Distress Still Simmers Beneath Surface

A wave of recent downgrades to sponsor-backed companies demonstrates turnaround investors will continue to find opportunities despite a strengthening economy.

Earlier this month, ratings agencies have cut their views on debt issued by at least four companies with private equity owners. Two of them—DS Waters of America Inc., backed by Kelso & Co.; and Real Mex Restaurants Inc., backed by Sun Capital Partners Inc.—are sinking in the C range, indicating serious risk of default. Two others—Apria Healthcare Group Inc., backed by The Blackstone Group; and Norcraft Holdings LP, backed by Trimaran Capital Partners LLC—remain in the B ratings range, indicating lower levels of financial stress.

Perhaps at greatest risk is Real Mex, downgraded by Moody’s Investors Service Caa3 from Caa2, with a negative rating outlook.
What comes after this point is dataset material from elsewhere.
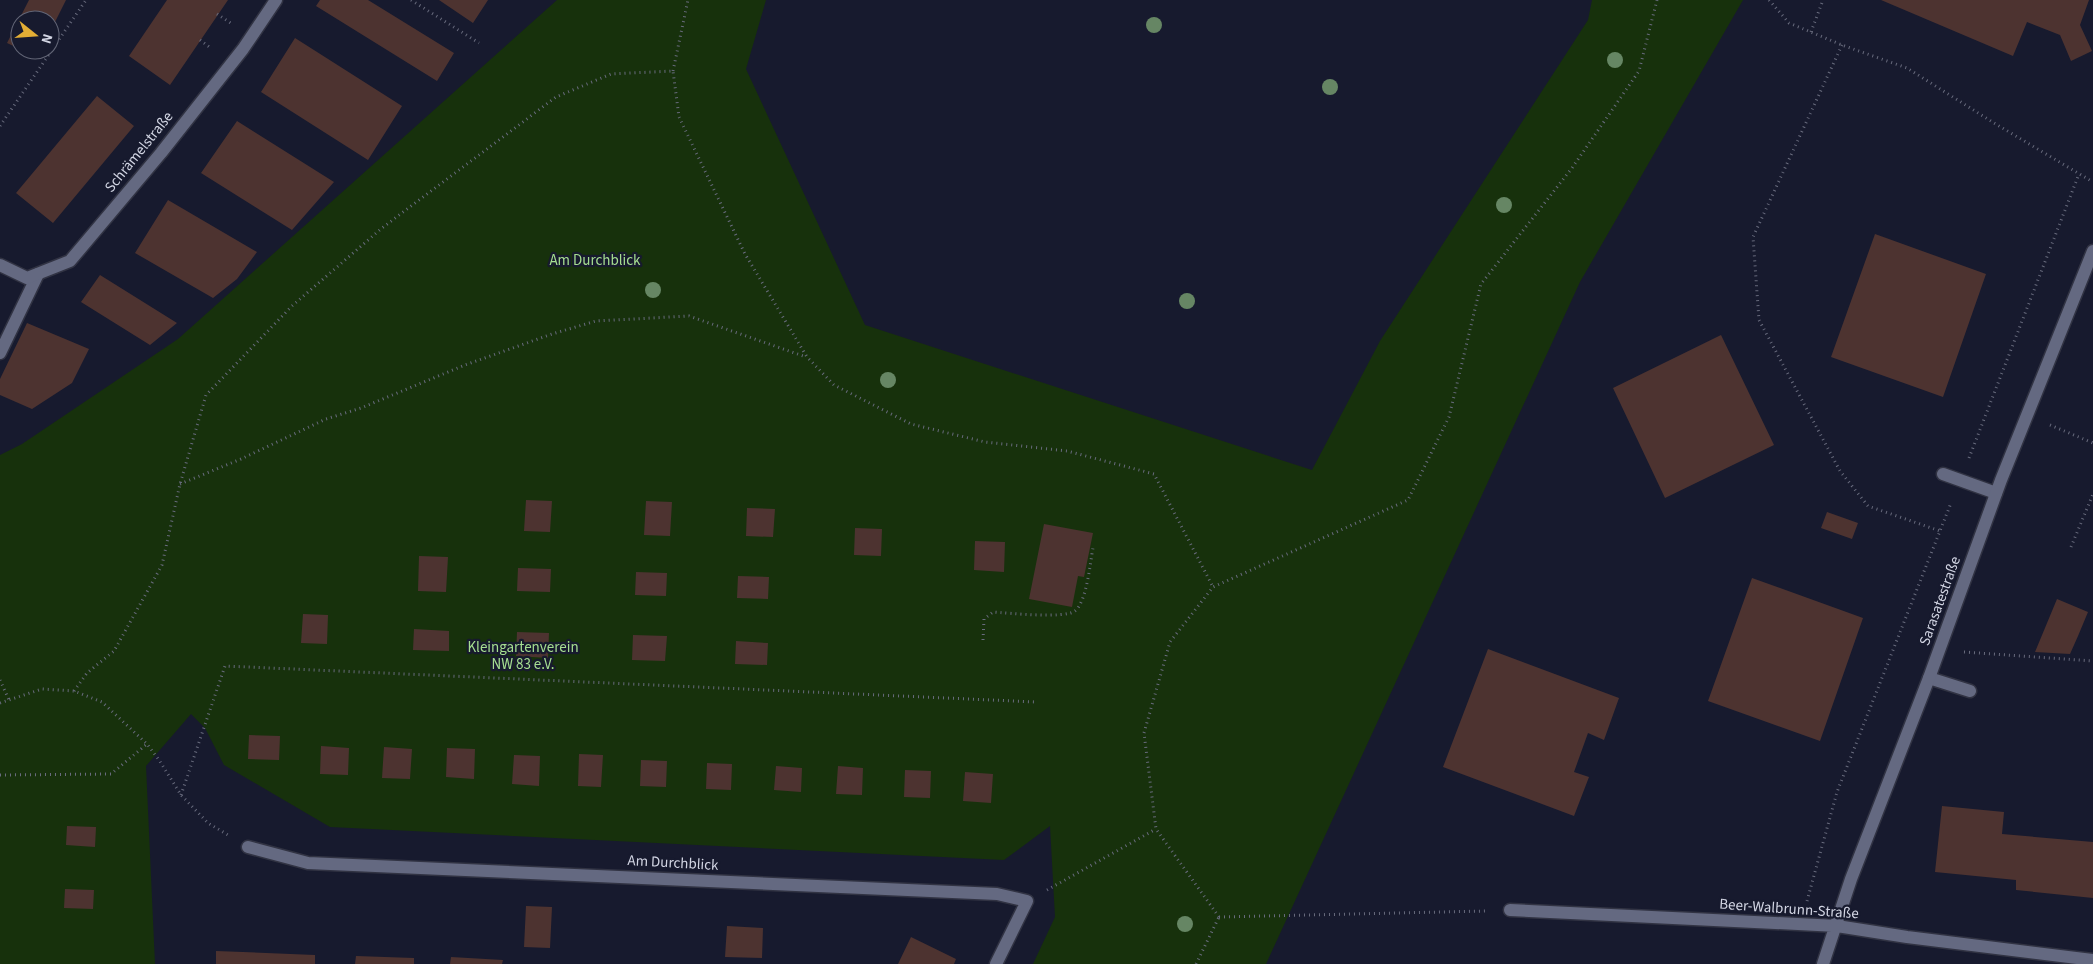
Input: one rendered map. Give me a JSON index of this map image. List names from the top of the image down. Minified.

Moody’s defines Caa obligations to be of poor standing and subject to very high credit risk.

Cypress, Calif.-based Real Mex, which operates nearly 200 restaurants under a variety of brands in more than a dozen states, is suffering from “deteriorating operating performance and cash flow generation in part driven by declining guest traffic and margin pressures,” Moody’s said, noting that Real Mex also has significant leverage, with debt of more than 7.0x EBITDA. The agency expressed concern that the company might need to restructure its balance sheet in the next six months to 12 months. Sun Capital Partners, a turnaround specialist based in Boca Raton, Fla., bought Real Mex in August 2006 from Bruckmann Rosser Sherrill & Co.

Neither Real Mex nor Sun Capital Partners responded by deadline to requests for comment.
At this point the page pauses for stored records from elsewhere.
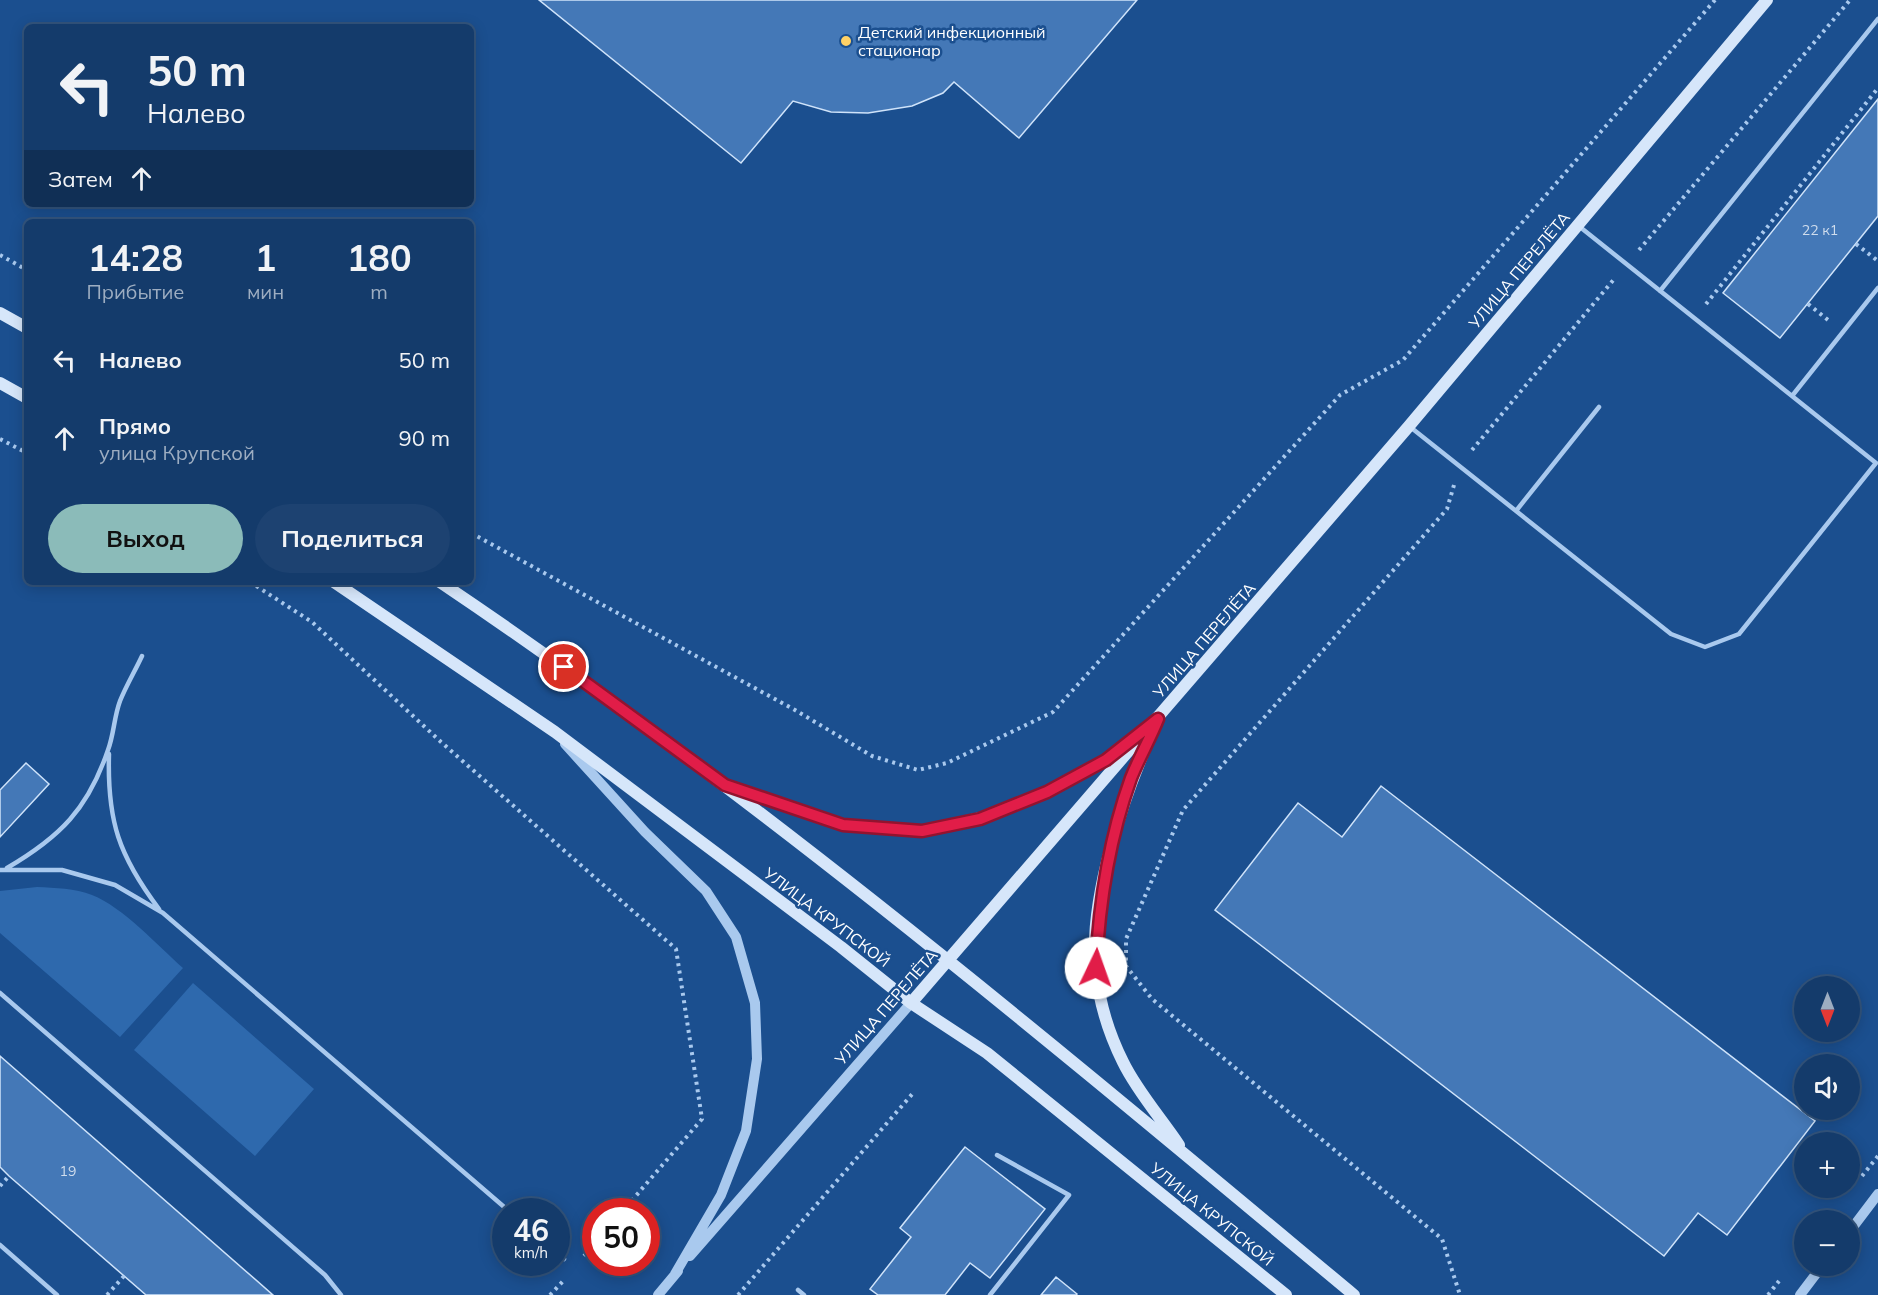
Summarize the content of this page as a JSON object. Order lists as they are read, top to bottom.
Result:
{
  "streets": {
    "main road": ["УЛИЦА ПЕРЕЛЁТА", "УЛИЦА КРУПСКОЙ"]
  },
  "crossings": [
    ["УЛИЦА ПЕРЕЛЁТА", "УЛИЦА КРУПСКОЙ"]
  ],
  "places": ["Детский инфекционный стационар"],
  "house_numbers": ["22 к1", "19"],
  "north": "bottom",
  "page": {
    "turn": ["50 m", "Налево"],
    "then": "Затем",
    "eta": [
      "14:28",
      "Прибытие",
      "1",
      "мин",
      "180",
      "m"
    ],
    "list": [
      {
        "name": "Налево",
        "value": "50 m"
      },
      {
        "name": "Прямо",
        "note": "улица Крупской",
        "value": "90 m"
      }
    ],
    "buttons": ["Выход", "Поделиться"],
    "map_buttons": ["+", "−"],
    "speed": "46 km/h",
    "limit": "50"
  }
}
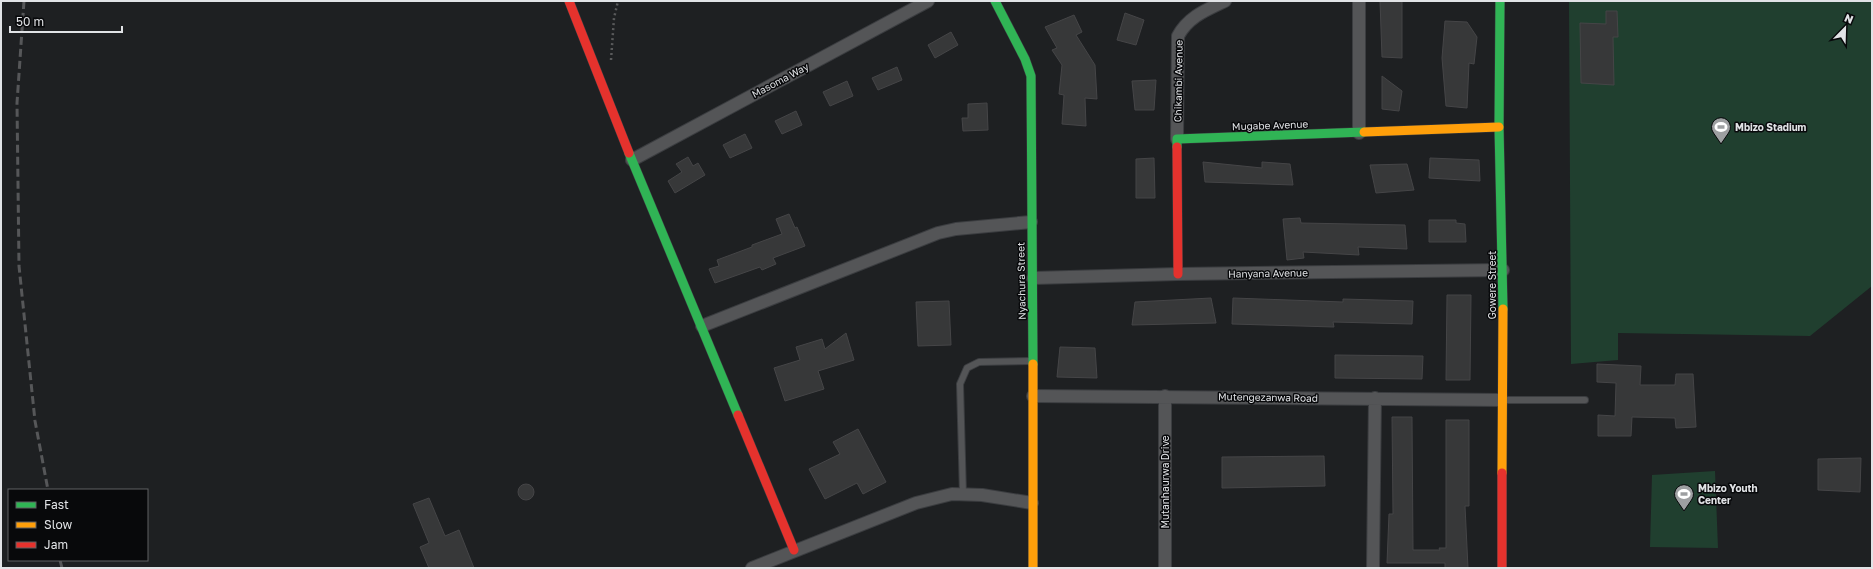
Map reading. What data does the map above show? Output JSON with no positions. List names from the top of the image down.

Almost equally stressed is DS Waters, a bottler and distributor of water for home and office delivery, Standard & Poor’s cut its ratings this month to ‘CCC+’ from ‘B’. The outlook is developing. The CCC rating by S&P means that a company is currently vulnerable and dependent on favorable business, financial and economic conditions to meet its financial commitments.
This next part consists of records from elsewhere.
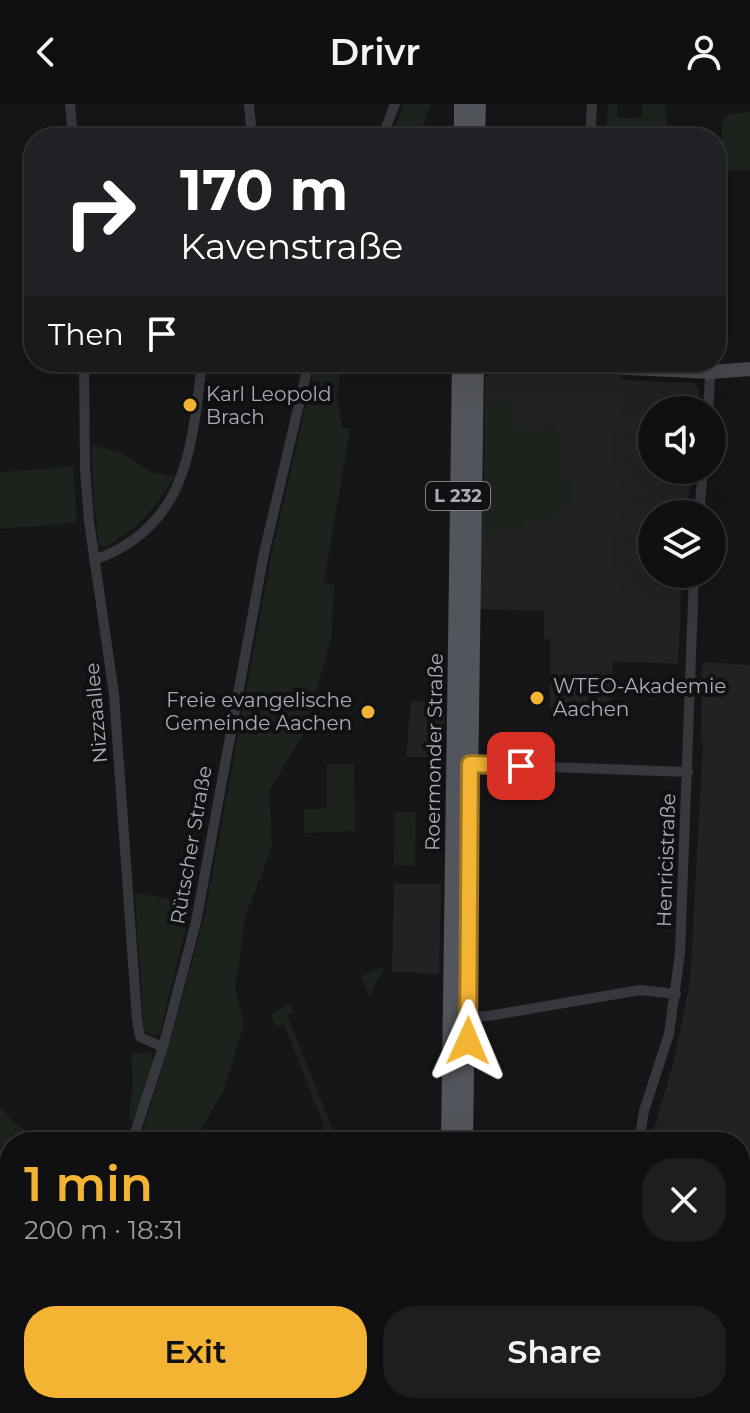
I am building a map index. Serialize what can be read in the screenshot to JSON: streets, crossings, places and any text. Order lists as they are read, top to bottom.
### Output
{
  "streets": {
    "main road": ["L 232", "Roermonder Straße"],
    "street": ["Nizzaallee", "Rütscher Straße", "Henricistraße"]
  },
  "crossings": [
    ["Nizzaallee", "Rütscher Straße"]
  ],
  "places": ["Karl Leopold Brach", "WTEO-Akademie Aachen", "Freie evangelische Gemeinde Aachen"],
  "page": {
    "header": "Drivr",
    "turn": ["170 m", "Kavenstraße"],
    "then": "Then",
    "heading": ["1 min", "200 m · 18:31"],
    "buttons": ["Exit", "Share"]
  }
}
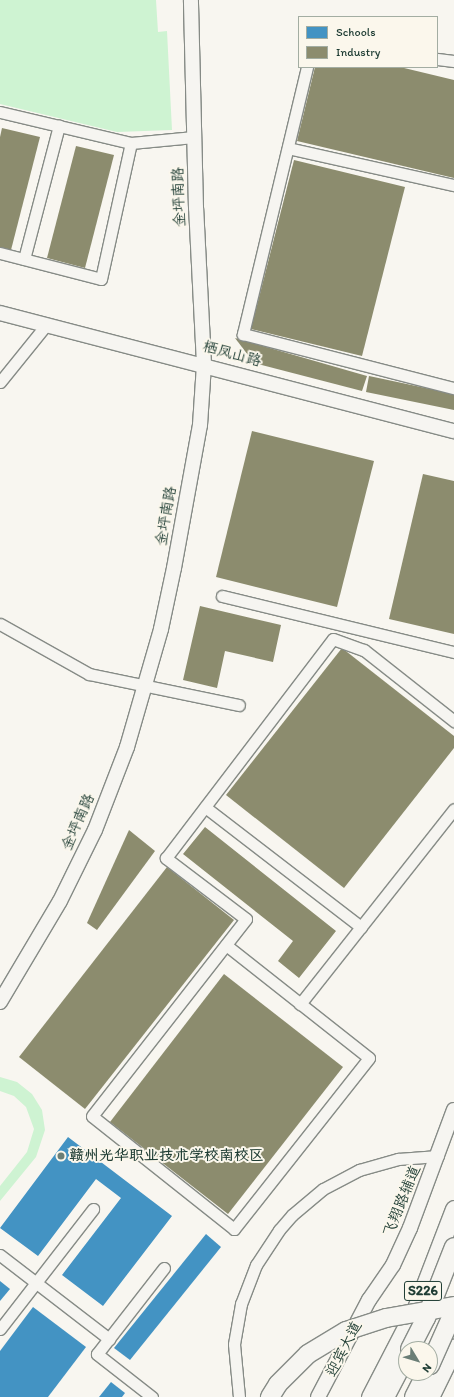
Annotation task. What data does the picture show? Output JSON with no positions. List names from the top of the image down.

“The downgrade reflects DS Waters’ significant near-term refinancing risk for the majority of its consolidated capital structure,” said S&P’s ratings analyst Jean Stout. The Atlanta-based company has a series of debt obligations coming due in the near term, starting with a credit revolver that expires in October. Collectively, the company will need to refinance more than $525 million by next April and has a term loan coming due in October 2012. Thomson Reuters LPC, which tracks the loan market, put the value of the term loan at $300 million. Kelso & Co., a New York buyout shop, made its initial investment in November 2005.

But DS Waters has continued to grow through acquisition. In November, the company did two deals, buying substantially all of the assets of Mount Olympus Waters Inc. to extend its home and office bottled water delivery business into the Salt Lake City area and buying Echota Beverage Group Inc. to expand into Knoxville, Tenn. It also announced a national rollout for its Athena brand, affiliated with the cancer campaign Susan G. Komen for the Cure, which DS Waters acquired in July. The portfolio company delivers bottled water to homes and businesses in more than 40 states.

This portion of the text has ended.